• [Task to carry out]
Print the listing below exactly, minus its pictures.

** Opening Dataset content block **

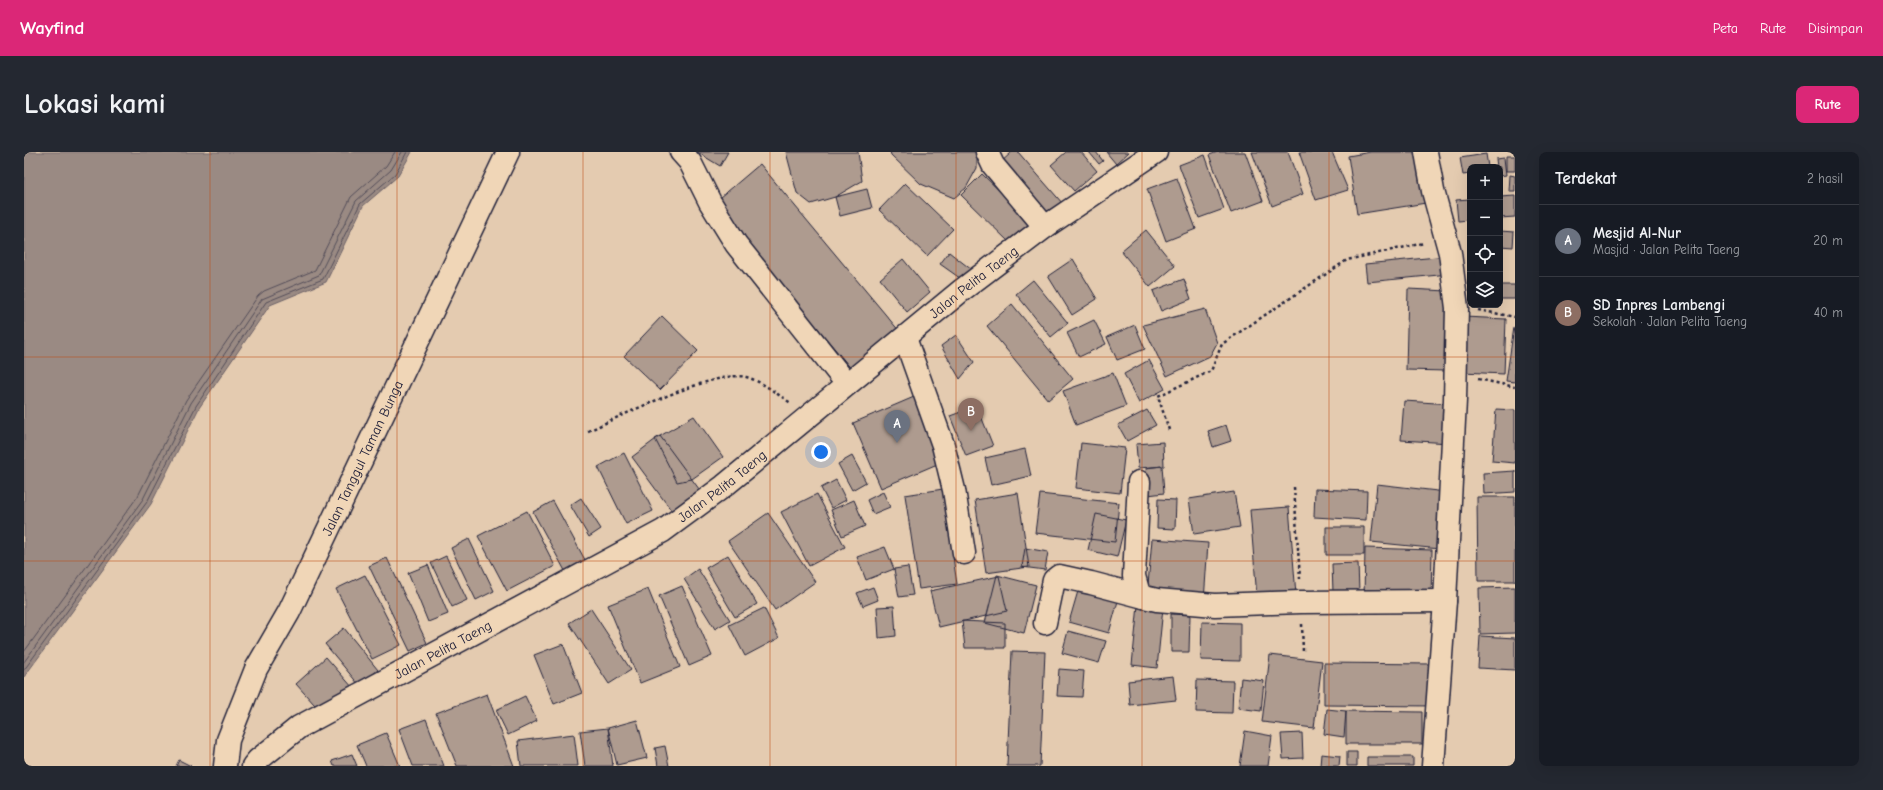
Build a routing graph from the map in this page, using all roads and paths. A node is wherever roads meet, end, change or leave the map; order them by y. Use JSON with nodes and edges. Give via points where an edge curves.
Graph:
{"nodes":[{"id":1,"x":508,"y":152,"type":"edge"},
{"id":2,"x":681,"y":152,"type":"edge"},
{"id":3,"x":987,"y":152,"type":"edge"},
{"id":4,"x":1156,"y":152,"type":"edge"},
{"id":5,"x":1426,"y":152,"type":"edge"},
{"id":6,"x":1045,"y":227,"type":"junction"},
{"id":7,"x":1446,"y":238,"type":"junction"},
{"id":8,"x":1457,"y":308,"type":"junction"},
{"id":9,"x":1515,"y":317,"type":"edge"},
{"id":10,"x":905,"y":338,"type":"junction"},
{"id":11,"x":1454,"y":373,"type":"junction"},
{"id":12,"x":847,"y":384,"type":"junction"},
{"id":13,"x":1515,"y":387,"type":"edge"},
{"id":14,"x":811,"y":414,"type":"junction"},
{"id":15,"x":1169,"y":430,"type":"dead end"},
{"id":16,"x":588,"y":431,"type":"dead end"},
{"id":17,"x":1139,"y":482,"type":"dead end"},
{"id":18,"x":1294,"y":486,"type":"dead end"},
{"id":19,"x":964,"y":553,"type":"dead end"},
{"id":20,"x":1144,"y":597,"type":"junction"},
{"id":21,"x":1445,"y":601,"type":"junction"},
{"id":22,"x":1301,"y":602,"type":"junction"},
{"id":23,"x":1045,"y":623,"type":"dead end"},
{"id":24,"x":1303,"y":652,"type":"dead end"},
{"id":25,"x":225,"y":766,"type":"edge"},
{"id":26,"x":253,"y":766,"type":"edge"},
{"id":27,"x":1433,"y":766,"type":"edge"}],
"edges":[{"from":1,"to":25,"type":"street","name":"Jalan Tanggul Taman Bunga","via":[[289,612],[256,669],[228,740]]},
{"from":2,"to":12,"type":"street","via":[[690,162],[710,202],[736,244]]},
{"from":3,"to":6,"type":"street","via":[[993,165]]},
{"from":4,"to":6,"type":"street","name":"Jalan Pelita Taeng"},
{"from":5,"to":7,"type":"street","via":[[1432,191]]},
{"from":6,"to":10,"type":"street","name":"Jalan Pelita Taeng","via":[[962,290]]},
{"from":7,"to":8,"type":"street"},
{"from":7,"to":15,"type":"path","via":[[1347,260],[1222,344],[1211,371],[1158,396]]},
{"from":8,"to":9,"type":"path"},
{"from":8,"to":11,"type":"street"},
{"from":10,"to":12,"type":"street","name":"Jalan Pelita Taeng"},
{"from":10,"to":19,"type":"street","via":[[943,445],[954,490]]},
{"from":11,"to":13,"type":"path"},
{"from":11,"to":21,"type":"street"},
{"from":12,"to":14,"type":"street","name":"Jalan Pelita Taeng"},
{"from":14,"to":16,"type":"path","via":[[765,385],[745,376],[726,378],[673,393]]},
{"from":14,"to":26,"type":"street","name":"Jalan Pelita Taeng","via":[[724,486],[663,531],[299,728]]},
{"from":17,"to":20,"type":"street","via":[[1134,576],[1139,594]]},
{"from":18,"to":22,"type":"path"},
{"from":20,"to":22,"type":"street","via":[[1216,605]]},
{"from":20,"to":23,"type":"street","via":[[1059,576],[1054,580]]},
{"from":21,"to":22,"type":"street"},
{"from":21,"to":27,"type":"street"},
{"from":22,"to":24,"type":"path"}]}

** Closing Dataset content block **

• [Written response]
Build a routing graph from the map in this page, using all roads and paths. A node is wherever roads meet, end, change or leave the map; order them by y. Use JSON with nodes and edges. Give via points where an edge curves.
Graph:
{"nodes":[{"id":1,"x":508,"y":152,"type":"edge"},
{"id":2,"x":681,"y":152,"type":"edge"},
{"id":3,"x":987,"y":152,"type":"edge"},
{"id":4,"x":1156,"y":152,"type":"edge"},
{"id":5,"x":1426,"y":152,"type":"edge"},
{"id":6,"x":1045,"y":227,"type":"junction"},
{"id":7,"x":1446,"y":238,"type":"junction"},
{"id":8,"x":1457,"y":308,"type":"junction"},
{"id":9,"x":1515,"y":317,"type":"edge"},
{"id":10,"x":905,"y":338,"type":"junction"},
{"id":11,"x":1454,"y":373,"type":"junction"},
{"id":12,"x":847,"y":384,"type":"junction"},
{"id":13,"x":1515,"y":387,"type":"edge"},
{"id":14,"x":811,"y":414,"type":"junction"},
{"id":15,"x":1169,"y":430,"type":"dead end"},
{"id":16,"x":588,"y":431,"type":"dead end"},
{"id":17,"x":1139,"y":482,"type":"dead end"},
{"id":18,"x":1294,"y":486,"type":"dead end"},
{"id":19,"x":964,"y":553,"type":"dead end"},
{"id":20,"x":1144,"y":597,"type":"junction"},
{"id":21,"x":1445,"y":601,"type":"junction"},
{"id":22,"x":1301,"y":602,"type":"junction"},
{"id":23,"x":1045,"y":623,"type":"dead end"},
{"id":24,"x":1303,"y":652,"type":"dead end"},
{"id":25,"x":225,"y":766,"type":"edge"},
{"id":26,"x":253,"y":766,"type":"edge"},
{"id":27,"x":1433,"y":766,"type":"edge"}],
"edges":[{"from":1,"to":25,"type":"street","name":"Jalan Tanggul Taman Bunga","via":[[289,612],[256,669],[228,740]]},
{"from":2,"to":12,"type":"street","via":[[690,162],[710,202],[736,244]]},
{"from":3,"to":6,"type":"street","via":[[993,165]]},
{"from":4,"to":6,"type":"street","name":"Jalan Pelita Taeng"},
{"from":5,"to":7,"type":"street","via":[[1432,191]]},
{"from":6,"to":10,"type":"street","name":"Jalan Pelita Taeng","via":[[962,290]]},
{"from":7,"to":8,"type":"street"},
{"from":7,"to":15,"type":"path","via":[[1347,260],[1222,344],[1211,371],[1158,396]]},
{"from":8,"to":9,"type":"path"},
{"from":8,"to":11,"type":"street"},
{"from":10,"to":12,"type":"street","name":"Jalan Pelita Taeng"},
{"from":10,"to":19,"type":"street","via":[[943,445],[954,490]]},
{"from":11,"to":13,"type":"path"},
{"from":11,"to":21,"type":"street"},
{"from":12,"to":14,"type":"street","name":"Jalan Pelita Taeng"},
{"from":14,"to":16,"type":"path","via":[[765,385],[745,376],[726,378],[673,393]]},
{"from":14,"to":26,"type":"street","name":"Jalan Pelita Taeng","via":[[724,486],[663,531],[299,728]]},
{"from":17,"to":20,"type":"street","via":[[1134,576],[1139,594]]},
{"from":18,"to":22,"type":"path"},
{"from":20,"to":22,"type":"street","via":[[1216,605]]},
{"from":20,"to":23,"type":"street","via":[[1059,576],[1054,580]]},
{"from":21,"to":22,"type":"street"},
{"from":21,"to":27,"type":"street"},
{"from":22,"to":24,"type":"path"}]}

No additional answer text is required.